Lena Masri, an attorney with the Council on American-Islamic Relations (CAIR), addressed the conference and framed the moment as a call to protect not just physical institutions but civic rights. “We owe them more than condolences. We owe them resolve,” she said, adding that the community’s responsibility extends to defending rights to worship, organize, and speak freely.
By the Numbers
- 25,000+ attendees at the ICNA conference in Baltimore
- 3 people killed in the San Diego mosque shooting
- $3.5 million+ raised by the Muslim American community for the victims’ families following the attack
- 60+ members of Congress have joined the Sharia-Free America Caucus since its establishment in December — a caucus CAIR has designated a hate group
- 3 layers of security deployed at the ICNA conference: in-house guards, a private firm, and local Baltimore law enforcement
Community Response and Security Posture
ICNA President Saad Kazmi said the organization implemented a multi-tiered security plan for the Baltimore conference, reflecting heightened concern following the San Diego attack. He emphasized that Muslim Americans must work across political lines to counter hate while relying on constitutional protections.
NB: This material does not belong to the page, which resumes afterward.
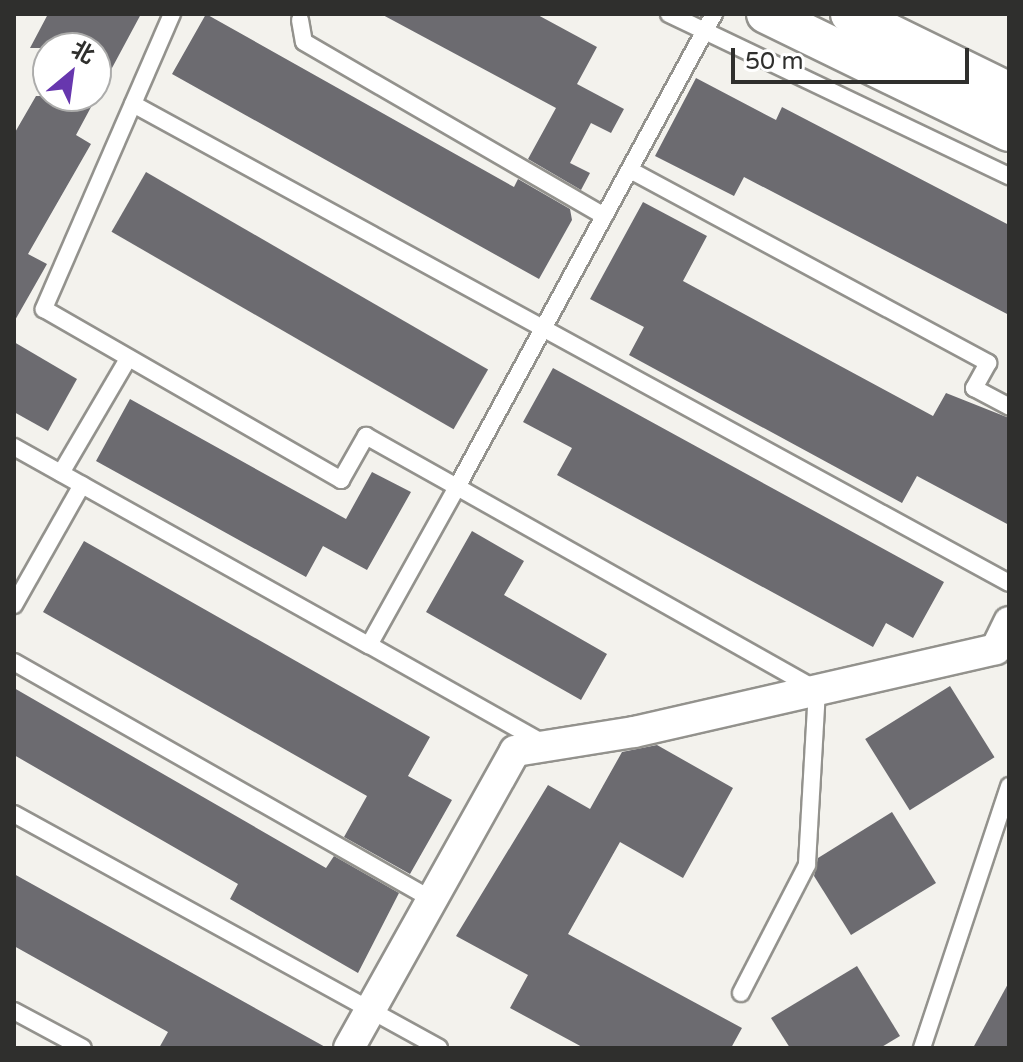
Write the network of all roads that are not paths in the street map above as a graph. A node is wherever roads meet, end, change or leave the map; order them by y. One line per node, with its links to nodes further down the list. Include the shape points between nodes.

“We are very thankful that we live in a country that is ruled by the Constitution and law,” Kazmi said. He noted that the San Diego mosque did not close after the shooting — attendance there has reportedly grown in the weeks since.
Altaf Husain, a professor at Howard University’s School of Social Work, said the large turnout demonstrated the community’s refusal to be intimidated. He also argued that critics of Muslim American advocacy are motivated by a desire to silence opposition to Israeli military operations in Gaza, describing the two issues as directly linked in the minds of many conference attendees.
Political Tensions in the Background
The conference drew sharp attention to figures in conservative political circles who have made anti-Muslim statements in the wake of the San Diego shooting. Right-wing commentator Laura Loomer called on immigration authorities to target the Islamic Center of San Diego and called for the mass deportation of Muslims from the United States. Few Republican officials publicly distanced themselves from those remarks.
The broader political environment has added layers of tension. The Trump administration has pursued deportation proceedings against several non-citizen critics of Israeli policy, and the California mosque shooting has intensified scrutiny of federal and state responses to anti-Muslim rhetoric and violence.
What’s Next
Conference speakers called on attendees to focus on voter registration, political donations, and candidate engagement ahead of coming election cycles. Community organizations are also expected to push for expanded security resources for mosques and Islamic institutions nationwide. CAIR and allied groups have signaled they will continue legal and legislative advocacy efforts in response to both the San Diego shooting and what they describe as a broader rise in Islamophobia at the state and federal levels.